Los Angeles Continuum of Care

The LA CoC has an estimated 43,854 homeless people (LA CoC excludes the cities of Glendale, Pasadena and Long Beach). Los Angeles is the largest urban county in the nation at 4,083 square miles. While in some areas average incomes are amongst the highest in the country, there is also incredible poverty. Furthermore, Los Angeles is one of the most racially diverse and ethnically varied counties in the U.S. The political landscape is equally complex as the LACoC includes 85 separate cities. Many of these cities, including the City of Los Angeles are further divided into council districts. All cities and unincorporated areas are overlaid by one of five County Supervisorial Districts. To ensure local control and planning, LAHSA has divided the County into eight geographic areas designated as Service Planning Areas (SPA’s). Each SPA is expected to have a balance of homeless services. LAHSA helps coordinate efforts among agencies, businesses, community leaders, government agencies and elected officials to determine priority needs and services from a local, regional and county-wide basis.

Continuum of Care is a term that serves dual purposes in the arena of homeless service delivery:

Service Delivery System

A Continuum of Care is an integrated system of care that guides and tracks homeless individuals & families through a comprehensive array of housing & services designed to prevent and end homelessness.

Jurisdictional Body

A Continuum of Care (CoC) is a regional or local planning body that coordinates housing and services funding for homeless families and individuals.

HUD requires communities to submit a single application for McKinney-Vento Homeless Assistance Grants in order to streamline the funding application process, encourage coordination of housing and service providers on a local level and promote the development of Continuums of Care (CoCs). A lead agency is designated to coordinate and submit the annual application. LAHSA is the lead agency for the Los Angeles CoC.

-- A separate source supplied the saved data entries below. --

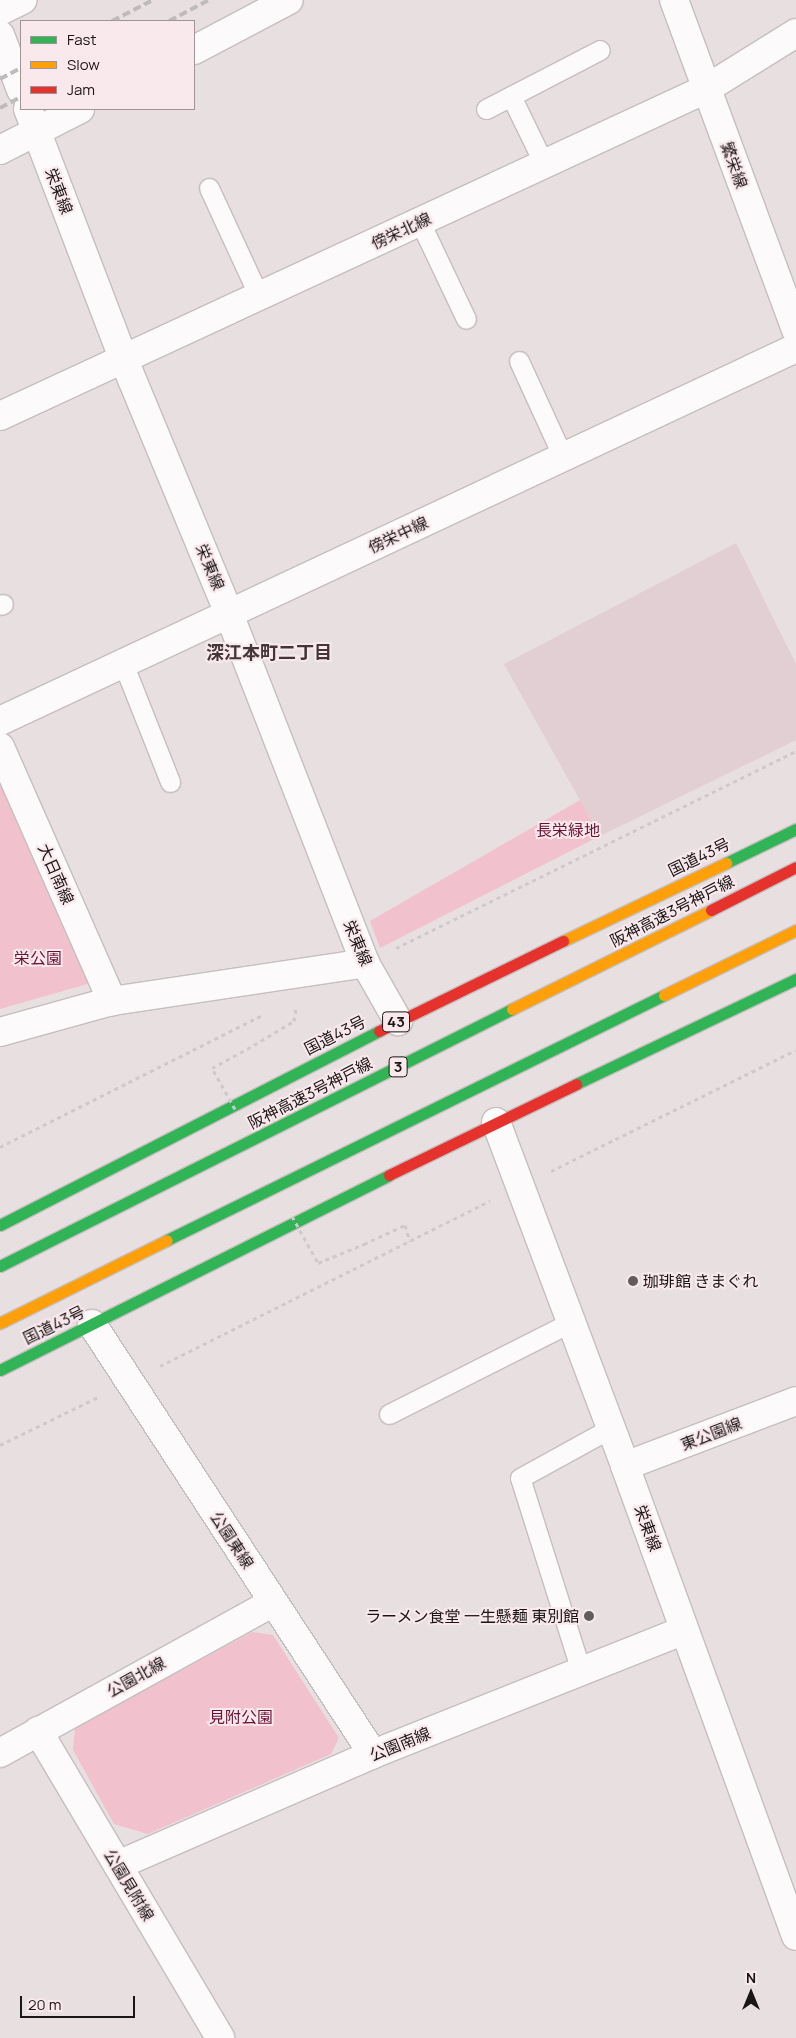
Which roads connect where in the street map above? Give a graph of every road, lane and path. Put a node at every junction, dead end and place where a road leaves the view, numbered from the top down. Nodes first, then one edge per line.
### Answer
1 (23, 0) edge
2 (289, 0) edge
3 (674, 0) edge
4 (0, 12) edge
5 (796, 32) edge
6 (0, 35) edge
7 (195, 49) edge
8 (600, 50) dead end
9 (20, 87) edge
10 (706, 89) junction
11 (511, 96) junction
12 (486, 109) dead end
13 (76, 110) edge
14 (33, 120) edge
15 (0, 150) edge
16 (544, 164) junction
17 (209, 188) dead end
18 (420, 222) junction
19 (260, 296) junction
20 (466, 319) dead end
21 (796, 330) edge
22 (796, 348) edge
23 (124, 360) junction
24 (518, 361) dead end
25 (0, 416) edge
26 (563, 457) junction
27 (229, 614) junction
28 (123, 663) junction
29 (0, 721) edge
30 (0, 747) edge
31 (170, 782) dead end
32 (796, 828) edge
33 (796, 867) edge
34 (796, 930) edge
35 (365, 963) junction
36 (796, 980) edge
37 (112, 1001) junction
38 (296, 1005) dead end
39 (398, 1021) junction
40 (0, 1032) edge
41 (254, 1045) dead end
42 (796, 1050) edge
43 (496, 1122) junction
44 (520, 1186) junction
45 (0, 1225) edge
46 (410, 1241) junction
47 (364, 1244) dead end
48 (0, 1266) edge
49 (571, 1322) junction
50 (0, 1323) edge
51 (92, 1324) junction
52 (0, 1370) edge
53 (130, 1381) junction
54 (796, 1401) edge
55 (389, 1414) dead end
56 (611, 1428) junction
57 (0, 1445) edge
58 (625, 1466) junction
59 (273, 1602) junction
60 (684, 1630) junction
61 (581, 1671) junction
62 (38, 1731) junction
63 (0, 1753) edge
64 (373, 1754) junction
65 (118, 1866) junction
66 (796, 1936) edge
67 (220, 2038) edge

1 - 4 street
2 - 7 street
3 - 10 street, 繁栄線
5 - 10 street, 傍栄北線
6 - 9 street
8 - 11 lane
10 - 16 street, 傍栄北線
10 - 21 street, 繁栄線
11 - 12 lane
11 - 16 lane
13 - 14 street
14 - 15 street
14 - 23 street, 栄東線
16 - 18 street, 傍栄北線
17 - 19 lane
18 - 19 street, 傍栄北線
18 - 20 lane
19 - 23 street, 傍栄北線
22 - 26 street, 傍栄中線
23 - 25 street, 傍栄北線
23 - 27 street, 栄東線
24 - 26 lane
26 - 27 street, 傍栄中線
27 - 28 street, 傍栄中線
27 - 35 street, 栄東線
28 - 29 street, 傍栄中線
28 - 31 lane
30 - 37 street, 大日南線
32 - 39 highway, 国道43号 / 43
33 - 48 highway, 阪神高速3号神戸線 / 3, bridge
34 - 50 highway, bridge
35 - 37 street
35 - 39 street, 栄東線
36 - 43 highway, 国道43号
37 - 40 street
38 - 41 path
39 - 45 highway, 国道43号 / 43
42 - 44 path
43 - 44 street, 栄東線
43 - 51 highway, 国道43号
44 - 46 path
44 - 49 street, 栄東線
46 - 47 path
46 - 53 path
49 - 55 lane
49 - 56 street, 栄東線
51 - 52 highway, 国道43号
51 - 53 street, 公園東線
53 - 57 path
53 - 59 street, 公園東線
54 - 58 street, 東公園線
56 - 58 street, 栄東線
56 - 61 lane
58 - 60 street, 栄東線
59 - 62 street, 公園北線
59 - 64 street, 公園東線
60 - 61 street, 公園南線
60 - 66 street, 栄東線
61 - 64 street, 公園南線
62 - 63 street, 公園北線
62 - 65 street, 公園見附線
64 - 65 street, 公園南線
65 - 67 street, 公園見附線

According to HUD, a CoC is "a community plan to organize and deliver housing and services to meet the specific needs of people who are homeless as they move to stable housing and maximize self-sufficiency. It includes action steps to end homelessness and prevent a return to homelessness." HUD identifies four necessary parts of a continuum:

  • Outreach, intake and assessment
  • Emergency shelter
  • Transitional housing with supportive services
  • Permanent & permanent supportive housing with services if needed

CoC’s are responsible for managing and tracking the homeless systems of care in their community. One of the most important activities entrusted to CoC’s is the biannual count of the homeless population and an annual enumeration of emergency systems, transitional housing units and beds that make up the homeless assistance systems. These counts provide an overview of the state of homelessness in a CoC and offer the information necessary to redirect services, funding and resources as necessary.